Given entries
**********

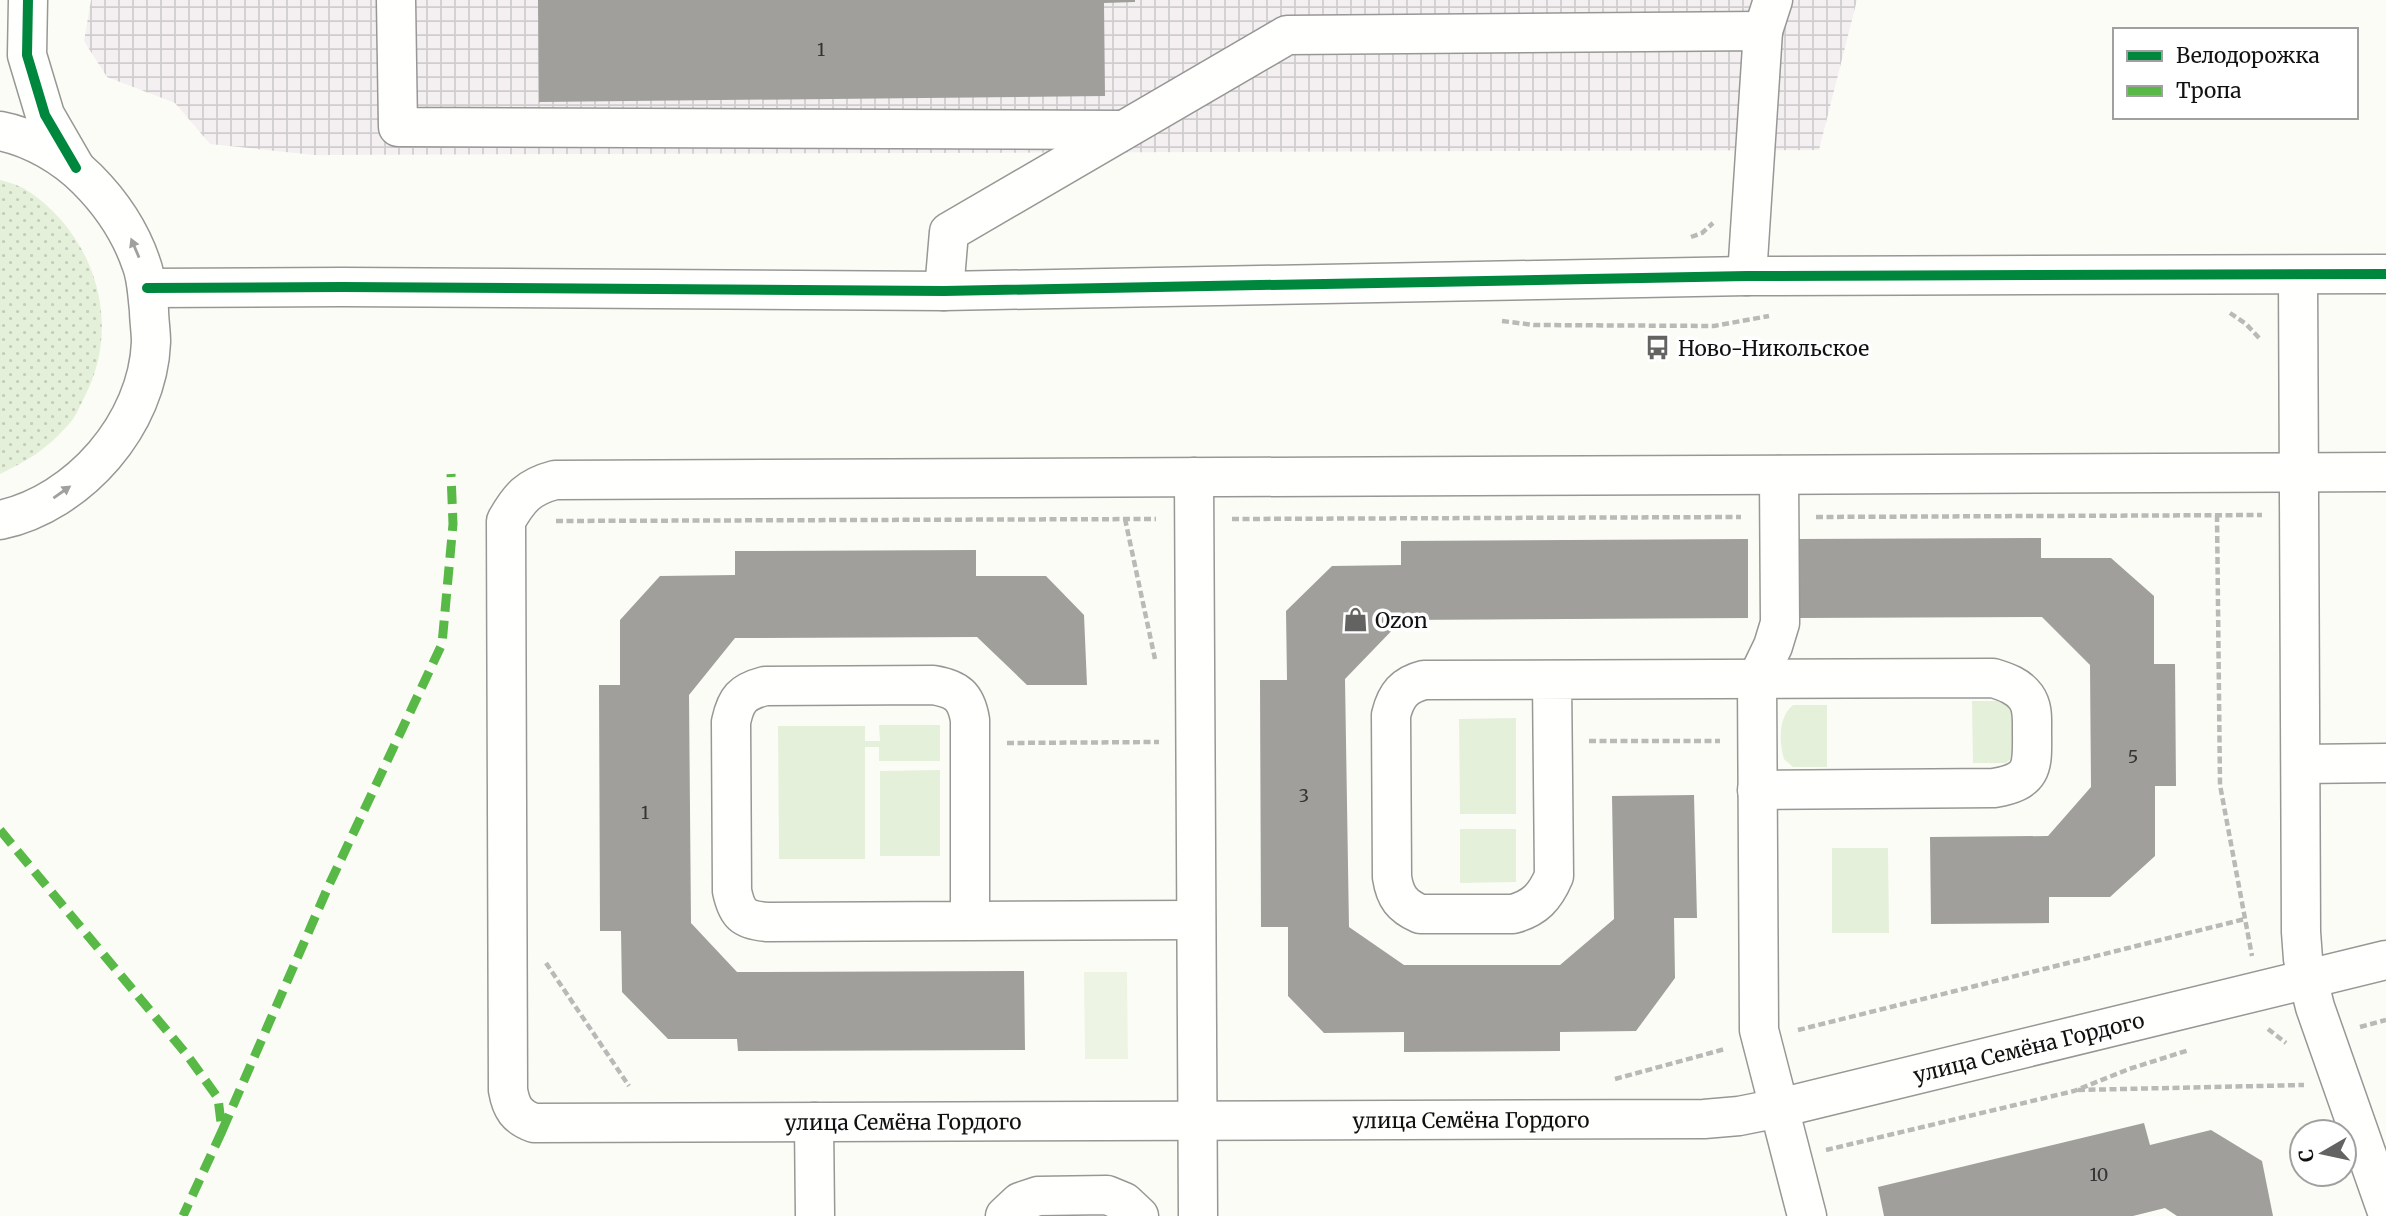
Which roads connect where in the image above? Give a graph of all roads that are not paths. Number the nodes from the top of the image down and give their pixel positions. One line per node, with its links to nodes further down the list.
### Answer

**********

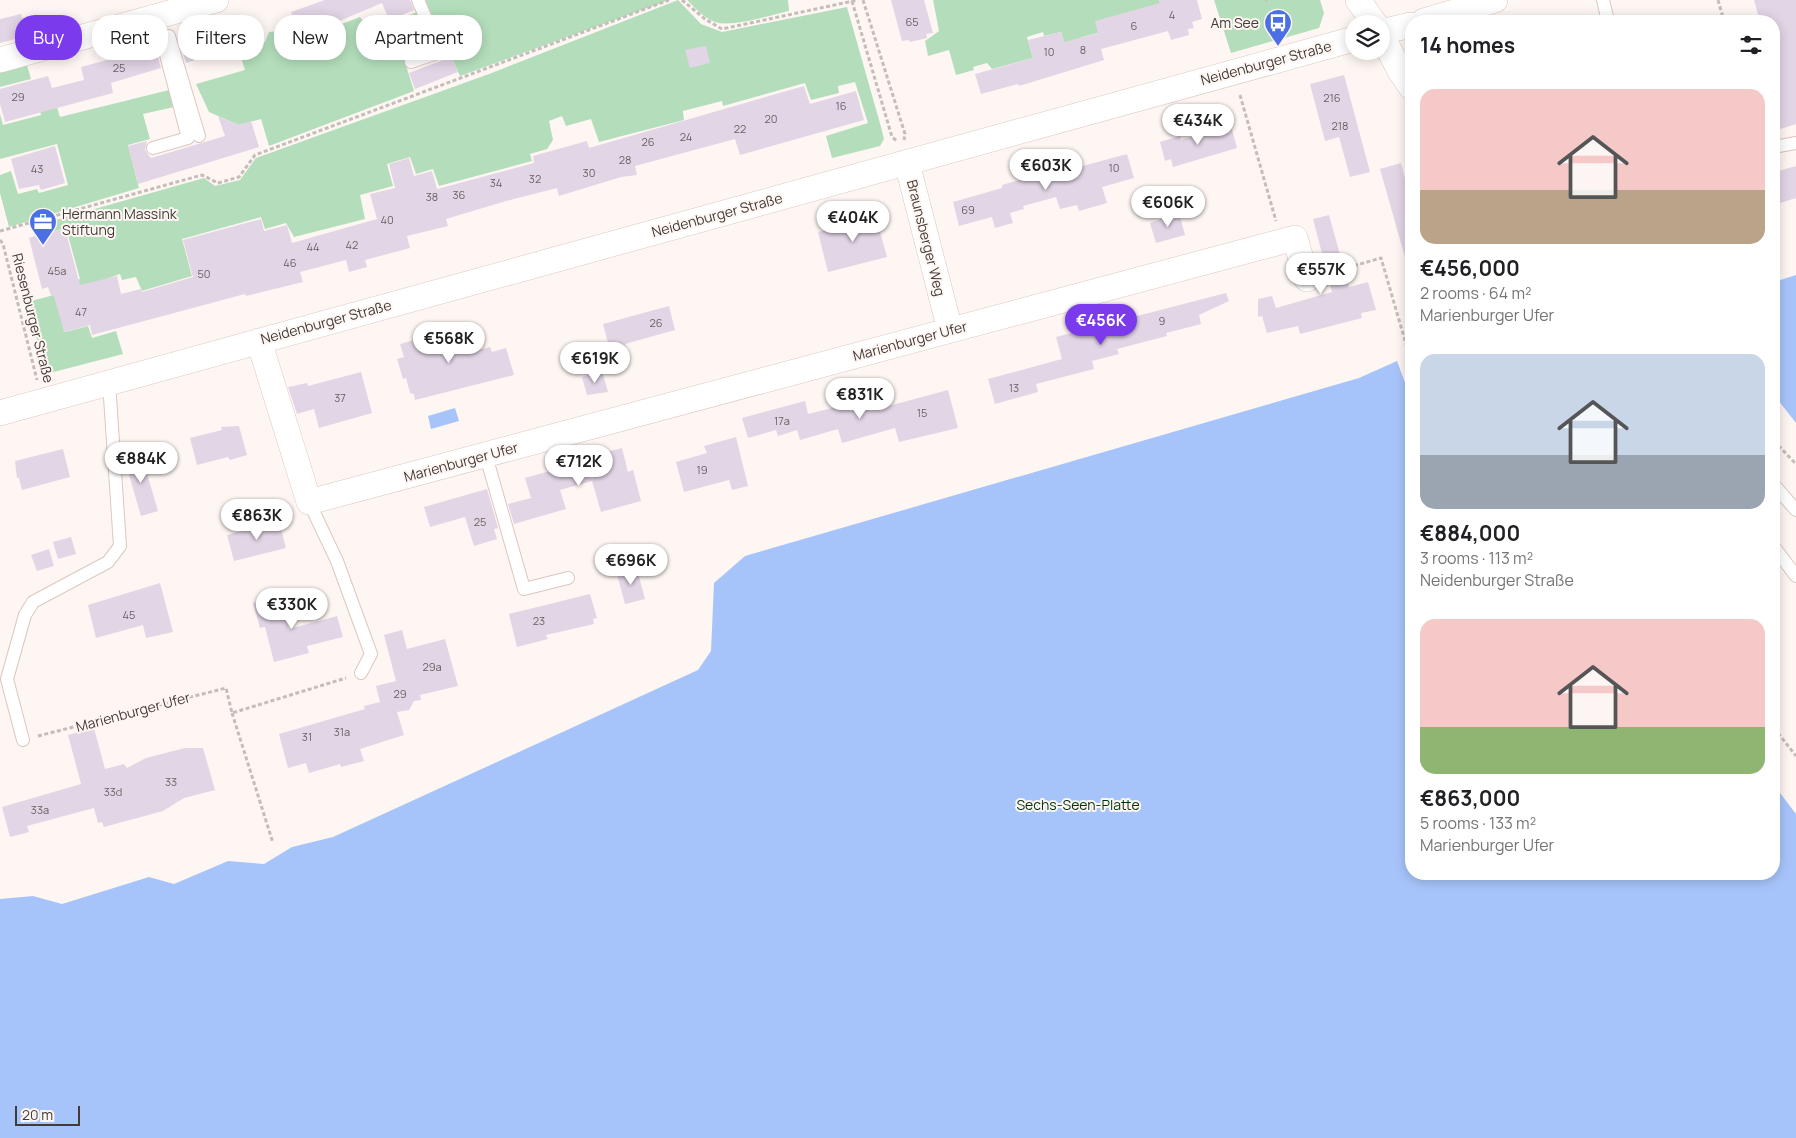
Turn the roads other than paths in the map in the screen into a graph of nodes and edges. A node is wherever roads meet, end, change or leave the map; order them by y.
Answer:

**********

Exercise aim
Examine the records and pull out every line where the string "roads" occurs.

Reply
Which roads connect where in the image above? Give a graph of all roads that are not paths. Number the nodes from the top of the image down and give their pixel positions. One line per node, with its links to nodes further down the list.
Turn the roads other than paths in the map in the screen into a graph of nodes and edges. A node is wherever roads meet, end, change or leave the map; order them by y.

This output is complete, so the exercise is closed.